Segment Start: Provided information

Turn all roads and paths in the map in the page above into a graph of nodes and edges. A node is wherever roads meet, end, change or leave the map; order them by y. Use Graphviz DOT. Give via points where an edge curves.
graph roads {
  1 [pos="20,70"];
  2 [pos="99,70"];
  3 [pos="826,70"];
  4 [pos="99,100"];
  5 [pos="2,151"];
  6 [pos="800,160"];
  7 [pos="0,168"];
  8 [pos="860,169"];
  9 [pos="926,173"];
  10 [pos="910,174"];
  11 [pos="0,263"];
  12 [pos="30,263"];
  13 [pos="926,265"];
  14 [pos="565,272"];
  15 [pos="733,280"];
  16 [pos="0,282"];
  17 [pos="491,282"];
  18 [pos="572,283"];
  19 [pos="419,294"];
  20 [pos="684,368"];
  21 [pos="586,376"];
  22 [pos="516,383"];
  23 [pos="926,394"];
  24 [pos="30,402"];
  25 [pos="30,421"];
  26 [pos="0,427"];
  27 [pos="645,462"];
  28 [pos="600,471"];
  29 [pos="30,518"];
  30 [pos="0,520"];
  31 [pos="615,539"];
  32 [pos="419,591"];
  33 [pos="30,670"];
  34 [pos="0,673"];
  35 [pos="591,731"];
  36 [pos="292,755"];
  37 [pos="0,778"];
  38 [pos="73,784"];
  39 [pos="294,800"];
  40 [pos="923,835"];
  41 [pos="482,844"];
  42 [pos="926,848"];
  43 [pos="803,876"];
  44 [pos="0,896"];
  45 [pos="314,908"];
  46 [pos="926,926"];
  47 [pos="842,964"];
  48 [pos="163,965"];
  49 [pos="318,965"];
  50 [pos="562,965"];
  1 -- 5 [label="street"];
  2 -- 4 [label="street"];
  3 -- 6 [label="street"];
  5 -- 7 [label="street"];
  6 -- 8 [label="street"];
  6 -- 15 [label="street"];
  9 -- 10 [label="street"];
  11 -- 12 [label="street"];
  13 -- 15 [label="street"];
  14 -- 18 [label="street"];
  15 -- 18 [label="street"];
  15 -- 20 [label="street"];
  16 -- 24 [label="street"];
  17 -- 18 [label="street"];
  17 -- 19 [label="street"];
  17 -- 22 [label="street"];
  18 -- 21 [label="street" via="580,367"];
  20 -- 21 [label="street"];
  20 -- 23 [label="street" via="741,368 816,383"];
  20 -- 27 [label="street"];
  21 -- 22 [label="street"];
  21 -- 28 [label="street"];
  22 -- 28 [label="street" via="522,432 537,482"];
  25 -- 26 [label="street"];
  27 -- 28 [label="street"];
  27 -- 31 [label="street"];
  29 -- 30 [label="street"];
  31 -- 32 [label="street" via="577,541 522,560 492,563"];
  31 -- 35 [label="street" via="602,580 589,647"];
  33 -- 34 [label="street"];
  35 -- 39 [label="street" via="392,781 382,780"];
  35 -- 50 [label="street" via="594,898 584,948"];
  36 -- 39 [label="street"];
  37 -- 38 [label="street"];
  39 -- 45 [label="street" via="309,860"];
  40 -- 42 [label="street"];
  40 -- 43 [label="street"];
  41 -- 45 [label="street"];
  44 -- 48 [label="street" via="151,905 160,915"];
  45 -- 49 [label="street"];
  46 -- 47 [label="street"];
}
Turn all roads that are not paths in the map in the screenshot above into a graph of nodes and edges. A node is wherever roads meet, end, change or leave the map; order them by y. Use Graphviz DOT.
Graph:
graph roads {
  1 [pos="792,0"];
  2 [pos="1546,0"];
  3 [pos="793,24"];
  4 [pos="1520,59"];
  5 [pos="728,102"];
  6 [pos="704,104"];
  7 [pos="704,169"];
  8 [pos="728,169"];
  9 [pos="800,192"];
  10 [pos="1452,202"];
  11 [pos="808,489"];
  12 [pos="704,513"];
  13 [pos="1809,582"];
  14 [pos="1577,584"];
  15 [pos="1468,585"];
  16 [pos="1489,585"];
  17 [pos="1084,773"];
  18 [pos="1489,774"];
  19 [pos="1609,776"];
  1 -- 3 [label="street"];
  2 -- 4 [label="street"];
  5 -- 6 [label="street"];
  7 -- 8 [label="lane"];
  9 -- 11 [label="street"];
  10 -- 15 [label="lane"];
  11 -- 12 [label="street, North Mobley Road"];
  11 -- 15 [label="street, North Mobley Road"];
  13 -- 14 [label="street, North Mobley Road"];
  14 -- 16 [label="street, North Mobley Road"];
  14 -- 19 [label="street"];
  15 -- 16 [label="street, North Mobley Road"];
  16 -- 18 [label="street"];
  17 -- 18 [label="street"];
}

Segment End: Provided information

§ What is needed
Each of the entries above is to be repeated exactly.

§ Worked solution
Turn all roads and paths in the map in the page above into a graph of nodes and edges. A node is wherever roads meet, end, change or leave the map; order them by y. Use Graphviz DOT. Give via points where an edge curves.
graph roads {
  1 [pos="20,70"];
  2 [pos="99,70"];
  3 [pos="826,70"];
  4 [pos="99,100"];
  5 [pos="2,151"];
  6 [pos="800,160"];
  7 [pos="0,168"];
  8 [pos="860,169"];
  9 [pos="926,173"];
  10 [pos="910,174"];
  11 [pos="0,263"];
  12 [pos="30,263"];
  13 [pos="926,265"];
  14 [pos="565,272"];
  15 [pos="733,280"];
  16 [pos="0,282"];
  17 [pos="491,282"];
  18 [pos="572,283"];
  19 [pos="419,294"];
  20 [pos="684,368"];
  21 [pos="586,376"];
  22 [pos="516,383"];
  23 [pos="926,394"];
  24 [pos="30,402"];
  25 [pos="30,421"];
  26 [pos="0,427"];
  27 [pos="645,462"];
  28 [pos="600,471"];
  29 [pos="30,518"];
  30 [pos="0,520"];
  31 [pos="615,539"];
  32 [pos="419,591"];
  33 [pos="30,670"];
  34 [pos="0,673"];
  35 [pos="591,731"];
  36 [pos="292,755"];
  37 [pos="0,778"];
  38 [pos="73,784"];
  39 [pos="294,800"];
  40 [pos="923,835"];
  41 [pos="482,844"];
  42 [pos="926,848"];
  43 [pos="803,876"];
  44 [pos="0,896"];
  45 [pos="314,908"];
  46 [pos="926,926"];
  47 [pos="842,964"];
  48 [pos="163,965"];
  49 [pos="318,965"];
  50 [pos="562,965"];
  1 -- 5 [label="street"];
  2 -- 4 [label="street"];
  3 -- 6 [label="street"];
  5 -- 7 [label="street"];
  6 -- 8 [label="street"];
  6 -- 15 [label="street"];
  9 -- 10 [label="street"];
  11 -- 12 [label="street"];
  13 -- 15 [label="street"];
  14 -- 18 [label="street"];
  15 -- 18 [label="street"];
  15 -- 20 [label="street"];
  16 -- 24 [label="street"];
  17 -- 18 [label="street"];
  17 -- 19 [label="street"];
  17 -- 22 [label="street"];
  18 -- 21 [label="street" via="580,367"];
  20 -- 21 [label="street"];
  20 -- 23 [label="street" via="741,368 816,383"];
  20 -- 27 [label="street"];
  21 -- 22 [label="street"];
  21 -- 28 [label="street"];
  22 -- 28 [label="street" via="522,432 537,482"];
  25 -- 26 [label="street"];
  27 -- 28 [label="street"];
  27 -- 31 [label="street"];
  29 -- 30 [label="street"];
  31 -- 32 [label="street" via="577,541 522,560 492,563"];
  31 -- 35 [label="street" via="602,580 589,647"];
  33 -- 34 [label="street"];
  35 -- 39 [label="street" via="392,781 382,780"];
  35 -- 50 [label="street" via="594,898 584,948"];
  36 -- 39 [label="street"];
  37 -- 38 [label="street"];
  39 -- 45 [label="street" via="309,860"];
  40 -- 42 [label="street"];
  40 -- 43 [label="street"];
  41 -- 45 [label="street"];
  44 -- 48 [label="street" via="151,905 160,915"];
  45 -- 49 [label="street"];
  46 -- 47 [label="street"];
}
Turn all roads that are not paths in the map in the screenshot above into a graph of nodes and edges. A node is wherever roads meet, end, change or leave the map; order them by y. Use Graphviz DOT.
Graph:
graph roads {
  1 [pos="792,0"];
  2 [pos="1546,0"];
  3 [pos="793,24"];
  4 [pos="1520,59"];
  5 [pos="728,102"];
  6 [pos="704,104"];
  7 [pos="704,169"];
  8 [pos="728,169"];
  9 [pos="800,192"];
  10 [pos="1452,202"];
  11 [pos="808,489"];
  12 [pos="704,513"];
  13 [pos="1809,582"];
  14 [pos="1577,584"];
  15 [pos="1468,585"];
  16 [pos="1489,585"];
  17 [pos="1084,773"];
  18 [pos="1489,774"];
  19 [pos="1609,776"];
  1 -- 3 [label="street"];
  2 -- 4 [label="street"];
  5 -- 6 [label="street"];
  7 -- 8 [label="lane"];
  9 -- 11 [label="street"];
  10 -- 15 [label="lane"];
  11 -- 12 [label="street, North Mobley Road"];
  11 -- 15 [label="street, North Mobley Road"];
  13 -- 14 [label="street, North Mobley Road"];
  14 -- 16 [label="street, North Mobley Road"];
  14 -- 19 [label="street"];
  15 -- 16 [label="street, North Mobley Road"];
  16 -- 18 [label="street"];
  17 -- 18 [label="street"];
}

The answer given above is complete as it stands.